Table 2: Percentage change in lumbar spine and whole body bone mineral content.

Values are mean(SEM) percentage change compared to baseline. CTR: inactive control group; RE: resistive exercise only group; RVE: resistive exercise with whole-body vibration group. Significance indicated by: a: p < 0.05; b: p < 0.01; c: p < 0.001. HDT: day of head down tilt bed-rest, R+: day of recovery. “d”, “e”, “f” indicate, respectively, significant differences in change compared to baseline in CTR vs. RE, RVE vs. RE, RVE vs. CTR comparisons. BMC: bone mineral content. DXA: dual X-ray absorptiometry.

Note that there are different “panels” with the description of the each parameter writtenin italics.

Example figure labels (short) an captions (often longer to explain everything). The same principles apply as per Tables: each Figure should be able to be understood from the information given. An example is given here of a Figure showing “something happening” (Figure 1) and the second example (Figure 2) shows “data”. Up to seven Figures is the absolute maximum, even then that is a bit too much: you may need to reconsider whether the data are being presented in the most effective format.

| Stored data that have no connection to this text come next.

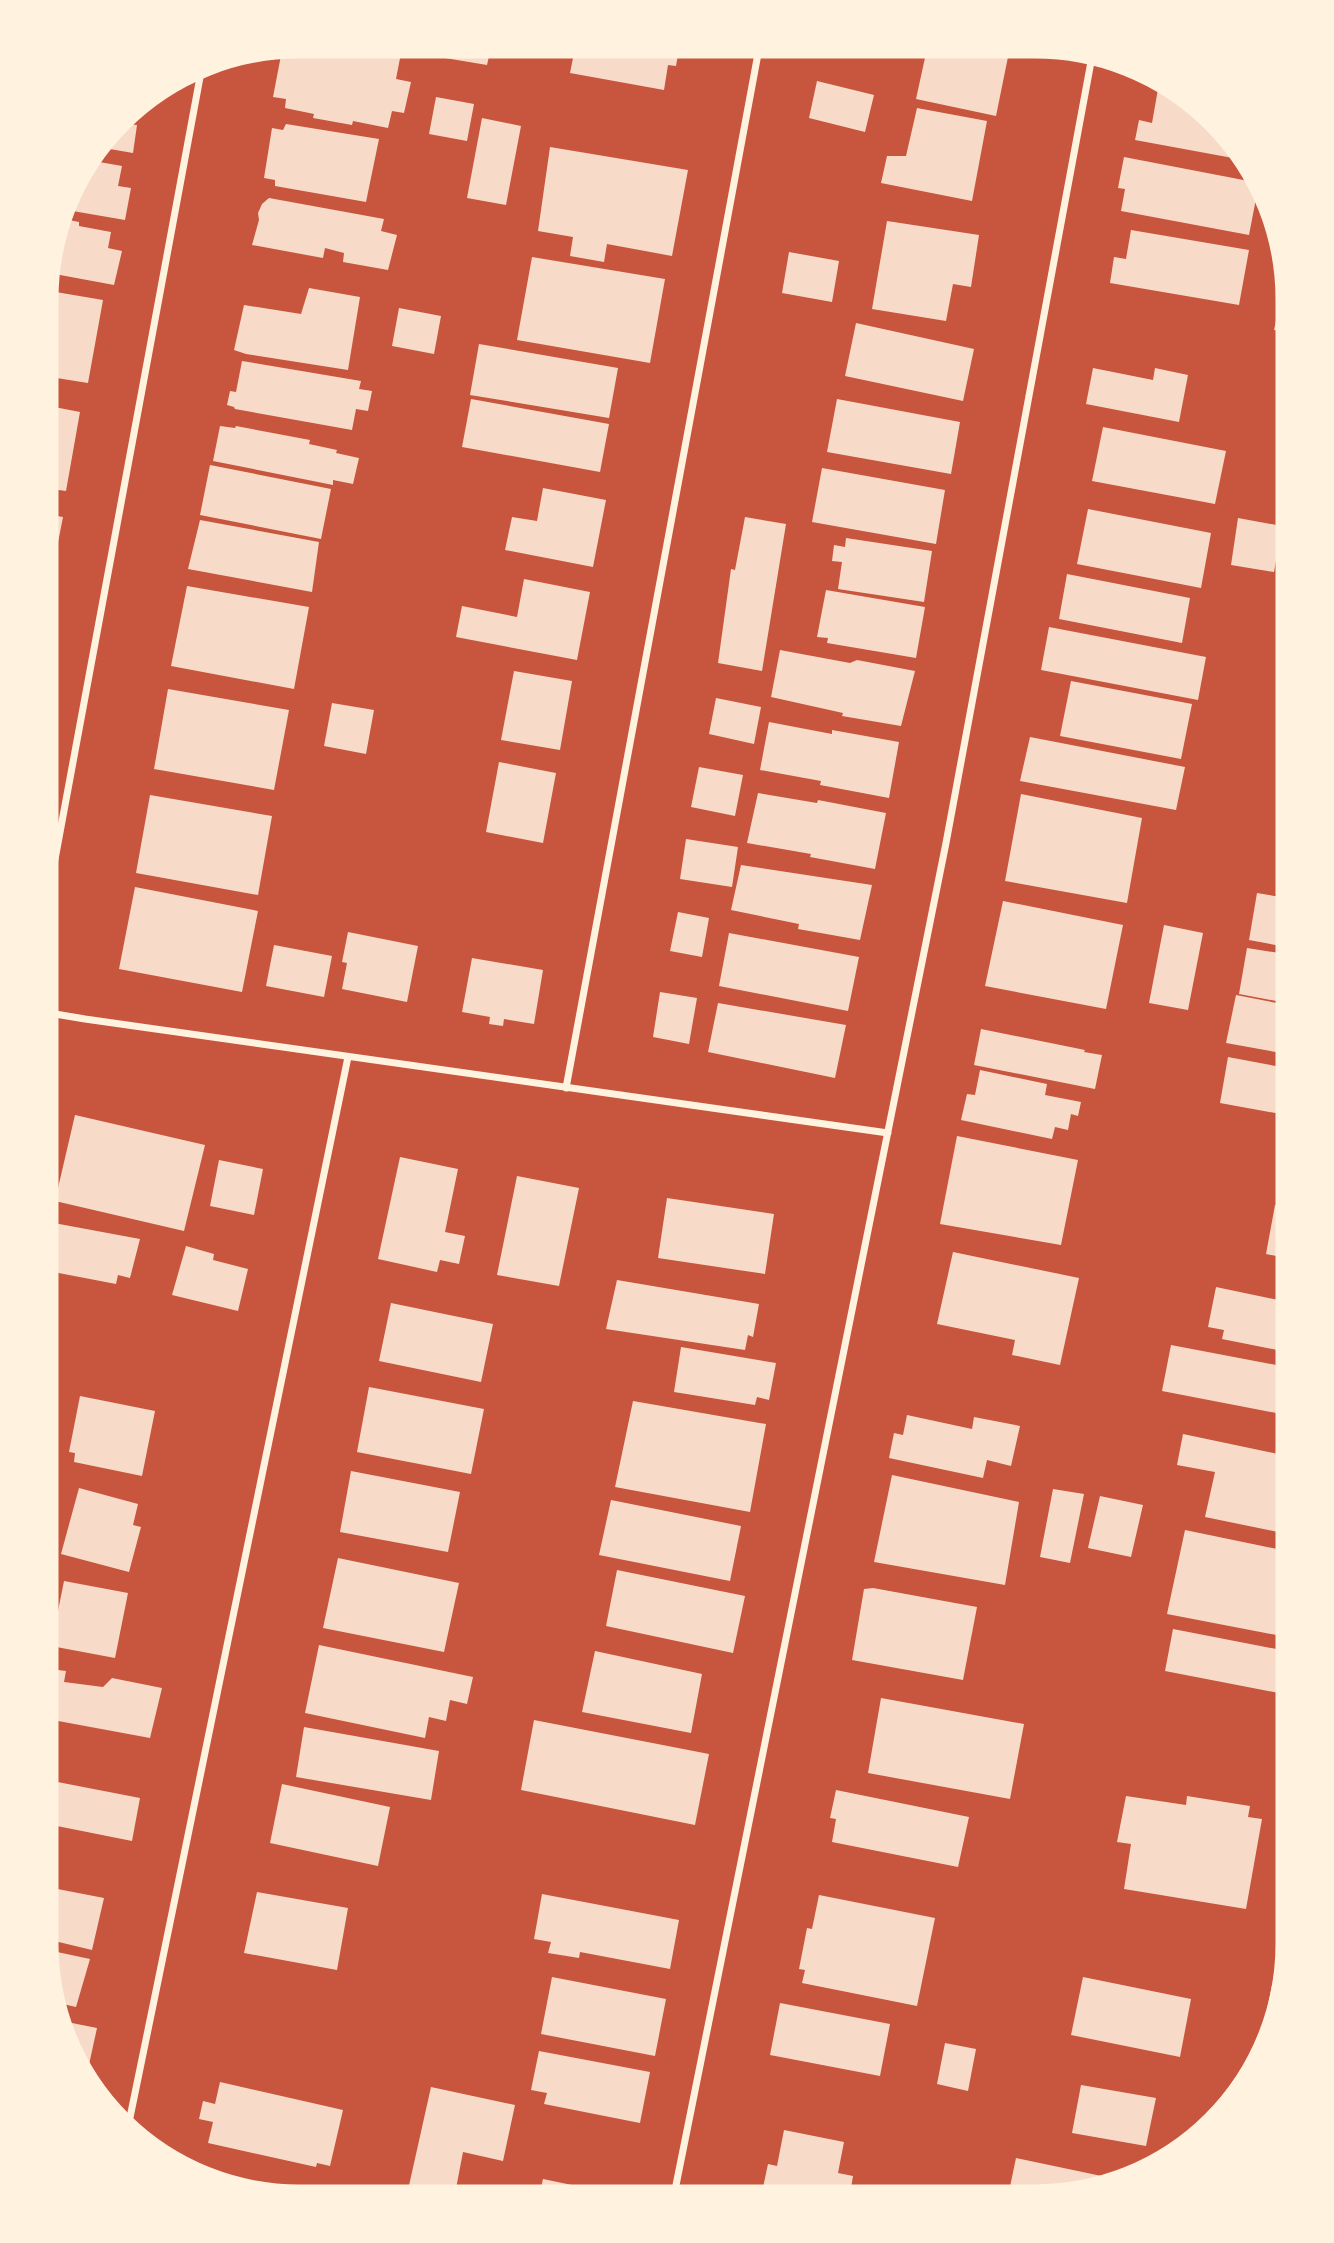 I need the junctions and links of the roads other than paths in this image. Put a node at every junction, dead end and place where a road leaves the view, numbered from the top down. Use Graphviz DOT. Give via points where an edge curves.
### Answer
graph roads {
  1 [pos="758,54"];
  2 [pos="1091,61"];
  3 [pos="200,76"];
  4 [pos="54,865"];
  5 [pos="54,1014"];
  6 [pos="348,1057"];
  7 [pos="566,1088"];
  8 [pos="887,1133"];
  9 [pos="129,2120"];
  10 [pos="675,2189"];
  1 -- 7 [label="street"];
  2 -- 8 [label="street" via="946,843"];
  3 -- 4 [label="street"];
  5 -- 6 [label="street"];
  6 -- 7 [label="street"];
  6 -- 9 [label="street"];
  7 -- 8 [label="street"];
  8 -- 10 [label="street"];
}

Figure 1: Countermeasure exercise

Both the resistance exercise only (RE) and resistance exercise with whole-body vibration (RVE) groups performed their exercises on the specially designed Galileo Space exercise device. Subjects were positioned in head-down tilt on a moveable platform with shoulder pads and hand grips preventing downward movement and permitting application of force via the platform. A pneumatic system generated the force, applied through the moveable platform, against which the subject needed to resist and move (via the shoulder pads and hand grips). The feet were positioned on either side of a platform which was set to vibrate in the RVE group. Subjects were given visual feedback of their actual and target position in the exercise via a monitor placed in the subjects’ field of view. As the force output was dictated by the exercise device, the feedback focussed on ensuring the subjects performing the exercise in the desired range of motion and at the desired speed. During the heel raises the sport scientist monitored the range of movement and encouraged the subject to go to the end of range in each direction. Here the subject is performing a back extension exercise.

Figure 2: Percentage changes in tibia bone mineral content from pQCT.

Top image: distal tibia, total bone mineral content. Bottom image: tibial diaphysis, cortical bone mineral content. Values are mean(SEM) percentage change compared to baseline. CTR: inactive control group; RE: resistive exercise only group; RVE: resistive exercise with whole-body vibration group. Significance indicated by: a: p < 0.05; b: p < 0.01; c: p < 0.001. HDT: day of head down tilt bed-rest, R+: day of recovery. Superscripts “d”, “e”, “f” indicate, respectively, significant differences in change compared to baseline in CTR vs. RE, RVE vs. RE, RVE vs. CTR comparisons. See online supplementary material for further details on comparison between groups from ANOVA.